Please find the lines in the entries below that contain the word "Selwyn", and copy each one.
**** Records for the exercise ****
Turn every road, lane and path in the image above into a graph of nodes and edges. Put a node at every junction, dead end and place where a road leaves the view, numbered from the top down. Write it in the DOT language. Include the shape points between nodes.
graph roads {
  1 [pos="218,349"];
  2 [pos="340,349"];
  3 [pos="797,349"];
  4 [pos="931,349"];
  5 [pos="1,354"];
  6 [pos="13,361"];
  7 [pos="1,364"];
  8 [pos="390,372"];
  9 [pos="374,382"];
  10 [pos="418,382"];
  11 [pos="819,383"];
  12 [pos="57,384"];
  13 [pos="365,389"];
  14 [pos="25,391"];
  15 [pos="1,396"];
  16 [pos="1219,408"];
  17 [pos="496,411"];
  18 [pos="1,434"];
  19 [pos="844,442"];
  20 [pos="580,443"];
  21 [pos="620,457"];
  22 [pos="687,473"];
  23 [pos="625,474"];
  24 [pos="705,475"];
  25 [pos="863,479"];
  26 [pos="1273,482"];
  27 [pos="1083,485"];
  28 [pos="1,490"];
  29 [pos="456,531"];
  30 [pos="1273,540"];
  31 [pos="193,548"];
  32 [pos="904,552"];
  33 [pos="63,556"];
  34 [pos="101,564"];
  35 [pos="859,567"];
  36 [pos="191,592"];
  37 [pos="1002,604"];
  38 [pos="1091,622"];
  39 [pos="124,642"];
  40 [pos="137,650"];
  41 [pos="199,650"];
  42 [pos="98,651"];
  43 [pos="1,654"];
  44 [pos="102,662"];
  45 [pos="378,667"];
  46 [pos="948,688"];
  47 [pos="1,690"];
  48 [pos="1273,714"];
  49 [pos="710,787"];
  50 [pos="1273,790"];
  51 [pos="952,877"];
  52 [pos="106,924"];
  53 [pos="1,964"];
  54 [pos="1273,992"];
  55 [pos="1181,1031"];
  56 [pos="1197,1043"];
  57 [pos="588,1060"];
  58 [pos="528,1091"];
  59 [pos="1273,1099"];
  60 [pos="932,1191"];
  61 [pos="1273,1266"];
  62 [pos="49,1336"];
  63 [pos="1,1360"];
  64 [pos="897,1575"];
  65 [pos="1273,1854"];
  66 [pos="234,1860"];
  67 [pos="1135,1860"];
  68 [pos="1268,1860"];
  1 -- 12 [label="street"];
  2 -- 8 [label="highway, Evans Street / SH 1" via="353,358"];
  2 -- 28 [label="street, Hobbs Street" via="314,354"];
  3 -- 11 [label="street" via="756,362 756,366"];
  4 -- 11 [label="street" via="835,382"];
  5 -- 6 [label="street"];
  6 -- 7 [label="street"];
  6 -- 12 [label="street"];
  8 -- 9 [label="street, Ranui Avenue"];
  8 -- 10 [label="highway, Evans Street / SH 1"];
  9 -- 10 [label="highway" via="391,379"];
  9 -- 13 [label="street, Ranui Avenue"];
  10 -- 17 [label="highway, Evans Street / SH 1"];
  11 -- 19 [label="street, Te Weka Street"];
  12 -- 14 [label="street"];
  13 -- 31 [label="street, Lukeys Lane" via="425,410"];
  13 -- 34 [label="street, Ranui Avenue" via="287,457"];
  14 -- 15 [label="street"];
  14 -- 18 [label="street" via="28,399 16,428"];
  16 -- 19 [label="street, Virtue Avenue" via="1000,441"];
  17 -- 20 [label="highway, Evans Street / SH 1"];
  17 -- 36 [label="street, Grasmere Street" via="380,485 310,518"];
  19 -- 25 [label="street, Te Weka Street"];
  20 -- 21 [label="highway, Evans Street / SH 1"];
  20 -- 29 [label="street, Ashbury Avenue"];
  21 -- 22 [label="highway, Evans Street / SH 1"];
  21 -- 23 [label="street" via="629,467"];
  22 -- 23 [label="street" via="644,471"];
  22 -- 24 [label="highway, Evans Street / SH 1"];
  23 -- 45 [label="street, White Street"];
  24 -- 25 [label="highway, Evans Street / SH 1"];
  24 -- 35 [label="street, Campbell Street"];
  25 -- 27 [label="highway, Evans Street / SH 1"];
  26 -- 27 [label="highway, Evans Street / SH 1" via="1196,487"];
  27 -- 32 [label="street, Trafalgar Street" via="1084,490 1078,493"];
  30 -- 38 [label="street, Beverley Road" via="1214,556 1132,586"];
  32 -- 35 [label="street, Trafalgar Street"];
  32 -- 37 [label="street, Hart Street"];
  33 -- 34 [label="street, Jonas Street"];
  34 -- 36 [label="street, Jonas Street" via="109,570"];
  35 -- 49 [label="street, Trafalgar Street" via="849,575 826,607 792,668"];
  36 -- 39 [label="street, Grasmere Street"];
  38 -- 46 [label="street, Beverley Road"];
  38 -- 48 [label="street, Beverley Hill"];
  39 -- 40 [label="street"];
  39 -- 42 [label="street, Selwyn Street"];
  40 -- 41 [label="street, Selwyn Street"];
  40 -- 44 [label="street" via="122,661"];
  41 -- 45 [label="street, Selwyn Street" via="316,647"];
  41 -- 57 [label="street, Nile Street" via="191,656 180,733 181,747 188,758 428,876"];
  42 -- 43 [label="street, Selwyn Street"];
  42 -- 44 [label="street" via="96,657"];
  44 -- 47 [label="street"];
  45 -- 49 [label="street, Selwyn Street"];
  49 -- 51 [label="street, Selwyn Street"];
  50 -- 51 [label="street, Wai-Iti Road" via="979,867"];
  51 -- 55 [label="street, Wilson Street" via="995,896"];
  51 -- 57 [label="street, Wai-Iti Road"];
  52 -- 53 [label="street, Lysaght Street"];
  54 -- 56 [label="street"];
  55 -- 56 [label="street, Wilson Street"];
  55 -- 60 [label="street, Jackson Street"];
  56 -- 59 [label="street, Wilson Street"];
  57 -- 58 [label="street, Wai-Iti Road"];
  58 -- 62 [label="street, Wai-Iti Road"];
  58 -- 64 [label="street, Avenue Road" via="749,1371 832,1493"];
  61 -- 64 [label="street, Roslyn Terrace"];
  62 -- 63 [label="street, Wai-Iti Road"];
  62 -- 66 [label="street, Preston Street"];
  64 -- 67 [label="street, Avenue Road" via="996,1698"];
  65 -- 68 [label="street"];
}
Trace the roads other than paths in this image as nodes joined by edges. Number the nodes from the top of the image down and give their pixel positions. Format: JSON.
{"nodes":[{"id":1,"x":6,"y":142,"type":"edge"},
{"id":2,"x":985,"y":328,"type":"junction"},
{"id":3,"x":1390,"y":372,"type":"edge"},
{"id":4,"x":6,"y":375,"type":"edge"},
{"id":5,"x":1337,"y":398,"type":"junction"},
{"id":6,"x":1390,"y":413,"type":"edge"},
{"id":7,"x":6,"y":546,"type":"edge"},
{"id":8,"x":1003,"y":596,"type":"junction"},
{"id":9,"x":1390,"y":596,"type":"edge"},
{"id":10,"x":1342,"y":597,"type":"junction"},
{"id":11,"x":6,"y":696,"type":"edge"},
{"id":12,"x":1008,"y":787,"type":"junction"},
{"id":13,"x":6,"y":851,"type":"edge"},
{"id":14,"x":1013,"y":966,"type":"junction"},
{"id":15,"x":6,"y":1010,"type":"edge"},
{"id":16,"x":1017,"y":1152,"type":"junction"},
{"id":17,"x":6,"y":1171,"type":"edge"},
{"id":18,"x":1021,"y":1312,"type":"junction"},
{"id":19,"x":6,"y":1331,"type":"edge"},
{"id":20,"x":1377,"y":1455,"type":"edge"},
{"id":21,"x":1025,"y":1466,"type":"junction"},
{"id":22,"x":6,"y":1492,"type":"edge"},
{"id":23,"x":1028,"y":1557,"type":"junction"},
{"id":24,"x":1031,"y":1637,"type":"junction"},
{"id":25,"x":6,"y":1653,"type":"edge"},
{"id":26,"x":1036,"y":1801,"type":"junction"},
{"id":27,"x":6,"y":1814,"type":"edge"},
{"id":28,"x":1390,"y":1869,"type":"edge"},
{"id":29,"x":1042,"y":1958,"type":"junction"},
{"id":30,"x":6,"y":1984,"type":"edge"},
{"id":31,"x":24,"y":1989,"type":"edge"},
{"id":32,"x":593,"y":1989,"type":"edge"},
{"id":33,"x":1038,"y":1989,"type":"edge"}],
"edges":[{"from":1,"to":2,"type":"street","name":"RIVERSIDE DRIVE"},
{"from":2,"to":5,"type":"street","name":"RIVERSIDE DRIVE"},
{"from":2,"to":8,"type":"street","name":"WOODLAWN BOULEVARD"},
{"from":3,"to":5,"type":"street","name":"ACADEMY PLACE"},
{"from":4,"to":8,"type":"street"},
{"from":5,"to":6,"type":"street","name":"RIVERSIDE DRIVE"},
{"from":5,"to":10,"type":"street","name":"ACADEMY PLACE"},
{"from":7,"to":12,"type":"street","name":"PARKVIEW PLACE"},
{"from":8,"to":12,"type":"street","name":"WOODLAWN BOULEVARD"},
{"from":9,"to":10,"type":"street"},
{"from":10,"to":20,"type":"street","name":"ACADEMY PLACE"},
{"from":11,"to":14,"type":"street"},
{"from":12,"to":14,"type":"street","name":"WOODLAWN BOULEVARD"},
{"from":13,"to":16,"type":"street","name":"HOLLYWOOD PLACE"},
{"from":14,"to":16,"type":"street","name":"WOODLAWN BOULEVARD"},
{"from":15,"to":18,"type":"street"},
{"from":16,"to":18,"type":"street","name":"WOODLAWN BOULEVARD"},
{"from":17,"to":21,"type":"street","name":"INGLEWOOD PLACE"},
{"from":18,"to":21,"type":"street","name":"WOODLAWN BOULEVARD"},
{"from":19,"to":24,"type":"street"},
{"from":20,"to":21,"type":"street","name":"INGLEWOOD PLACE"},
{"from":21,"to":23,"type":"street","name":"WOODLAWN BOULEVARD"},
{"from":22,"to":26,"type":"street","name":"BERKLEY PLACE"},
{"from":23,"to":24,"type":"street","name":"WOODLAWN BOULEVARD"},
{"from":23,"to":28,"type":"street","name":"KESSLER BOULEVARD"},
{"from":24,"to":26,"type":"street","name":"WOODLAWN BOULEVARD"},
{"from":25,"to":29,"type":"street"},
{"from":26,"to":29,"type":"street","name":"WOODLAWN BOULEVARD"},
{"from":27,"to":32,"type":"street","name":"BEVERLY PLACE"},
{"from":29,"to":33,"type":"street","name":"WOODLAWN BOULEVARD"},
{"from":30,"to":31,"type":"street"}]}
****
Task result
  39 -- 42 [label="street, Selwyn Street"];
  40 -- 41 [label="street, Selwyn Street"];
  41 -- 45 [label="street, Selwyn Street" via="316,647"];
  42 -- 43 [label="street, Selwyn Street"];
  45 -- 49 [label="street, Selwyn Street"];
  49 -- 51 [label="street, Selwyn Street"];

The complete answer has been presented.